The application cannot claim more than the 100GB logically provided. If the application still grows, we have to manually provision more actual or thin provisioned (thus: virtual) storage – but it would be a good idea to add capacity to the free pool ASAP because we would be really in trouble if another application would also suddenly claim all virtual capacity.
Of course, the more applications, the less likely we run into problems. For example, let’s assume 100 similar applications requiring 10 TB of actual capacity (100 GB each) and 30% spare = 13 TB of total (physically usable) capacity – where we provision each application with 300GB logically available, so the total sum of (virtual) provisioned capacity is 30 TB (and we actually only have 13 so we’re actually more than 100% overprovisioned!). Now we can happily sleep at night even if 5 applications suddenly claim all provisioned storage: we would need 10x (300 required -100 already in use) GB = 2 Terabyte, and the free pool is 3 Terabyte, no problem).
So: large, consolidated storage systems benefit from a statistical advantage.
Besides, a side effect of thin provisioning is that it distributes all data from all applications evenly across all disks in the disk pool – It removes hot spots.
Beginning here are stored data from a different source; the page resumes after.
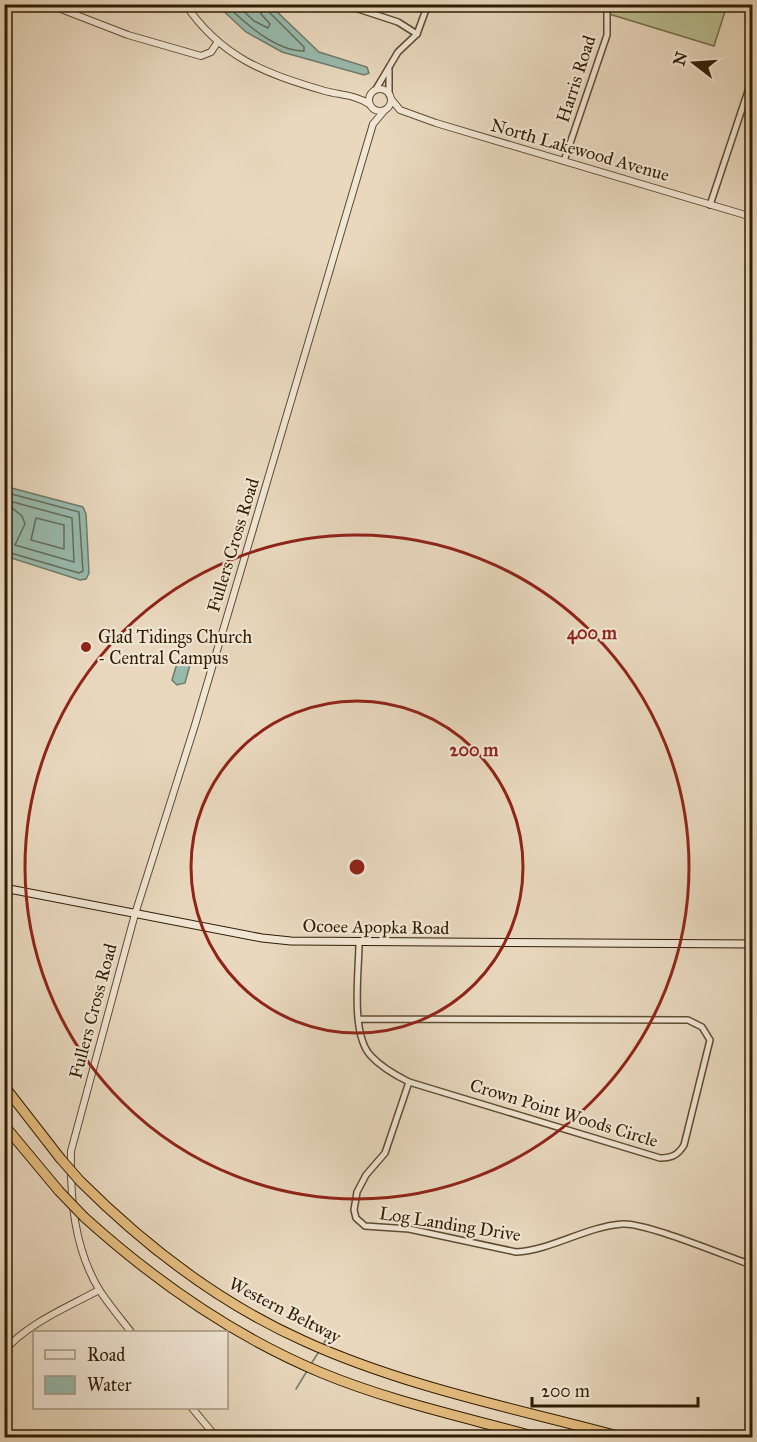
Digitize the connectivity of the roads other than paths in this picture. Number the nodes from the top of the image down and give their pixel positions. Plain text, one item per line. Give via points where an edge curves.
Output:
1 (48, 4) edge
2 (185, 4) edge
3 (343, 4) edge
4 (428, 4) edge
5 (608, 4) edge
6 (417, 34) junction
7 (218, 43) junction
8 (390, 69) junction
9 (753, 79) edge
10 (374, 90) junction
11 (352, 96) junction
12 (390, 96) junction
13 (370, 106) junction
14 (385, 110) junction
15 (400, 110) junction
16 (373, 124) junction
17 (564, 161) junction
18 (710, 205) junction
19 (753, 217) edge
20 (4, 888) edge
21 (135, 914) junction
22 (359, 942) junction
23 (753, 944) edge
24 (358, 1019) junction
25 (409, 1082) junction
26 (4, 1086) edge
27 (4, 1125) edge
28 (75, 1182) junction
29 (753, 1265) edge
30 (99, 1290) junction
31 (130, 1331) edge
32 (4, 1351) edge
33 (194, 1409) edge
34 (217, 1437) edge
35 (540, 1437) edge
36 (625, 1437) edge

1 - 7 street via 128,35 201,56
2 - 7 street
3 - 6 street via 398,22
4 - 6 street
5 - 17 street, Harris Road via 607,35
6 - 8 street via 398,52
7 - 11 street via 271,75
8 - 10 street
8 - 12 street
9 - 18 street
10 - 11 street
10 - 12 street via 383,89
10 - 13 street via 369,97
11 - 13 street
12 - 14 street
12 - 15 street
13 - 14 street via 377,111
13 - 16 street, Fullers Cross Road
14 - 15 street, North Lakewood Avenue
14 - 16 street, Fullers Cross Road
15 - 17 street, North Lakewood Avenue
16 - 21 street, Fullers Cross Road via 194,729
17 - 18 street, North Lakewood Avenue
18 - 19 street, North Lakewood Avenue
20 - 21 main road, Ocoee Apopka Road
21 - 22 main road, Ocoee Apopka Road via 262,938
21 - 28 street, Fullers Cross Road via 71,1150
22 - 23 main road, Ocoee Apopka Road
22 - 24 street, Crown Point Woods Circle
24 - 25 street, Crown Point Woods Circle via 369,1055
24 - 25 street, Crown Point Woods Circle via 688,1020 698,1023 710,1040 684,1145 671,1158 660,1158
25 - 29 street, Log Landing Drive via 385,1153 357,1192 354,1210 365,1226 409,1229 516,1252 608,1227 636,1225
26 - 28 highway, Western Beltway, bridge
27 - 35 highway, bridge via 84,1217 139,1266 219,1321 322,1373 389,1396
28 - 30 street, Fullers Cross Road via 77,1235
28 - 36 highway, Western Beltway via 178,1268 245,1311 303,1341 399,1377
30 - 31 street, Fullers Cross Road
30 - 32 street via 12,1341
33 - 34 street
The chance of suffering from performance problems is therefore reduced (some customers actually claim not having seen any disk related performance issues for a long time!). So, thin (virtual) provisioning not only over-provides capacity, but also over-provides performance!
And admins who do their homework during the day, will not get calls anymore at night just because there is a runaway application that suddenly runs out of capacity (as long as you make sure there is enough spare capacity in the pool available for all applications).
Currently there are some gotcha’s using this strategy – mostly having to do with applications deleting data (i.e. a user deleting lots of documents from a file share) or doing problematic stuff (such as periodic file system defragmentation). As the data is not actually deleted (the file structures are still on disk) the capacity cannot easily be handed back to the free pool. Technologies are becoming available to deal with such issues. Look for tools labeled as “zero space reclamation utilities” (there is one for Oracle ASM, for example, to reclaim unused ASM blocks after disk rebalancing). Or just write large files to the file system containing nothing but zeroes – the storage will see large areas of zeroes-only and will reclaim this capacity.
Bringing it all together, you can imagine a storage system that offers everything described: a thin provisioned pool constructed from Enterprise Flash drives as well as classic Fibre Channel and low-cost, large capacity SATA drives; with an automated load distributor that detects hot spots and moves the corresponding blocks to flash, and the hardly used blocks to SATA, and back if necessary (a technology that actually works like this is EMC FAST-VP, more on this in a future post).
Research is also being done on online de-duplication (i.e. finding multiple pieces of disk that contain exactly the same data) which should drive down capacity requirements even more (but I’m a bit skeptical to see this work well with relational databases – plain file serving would be a much better sweet spot).
Who said data storage had become commodity?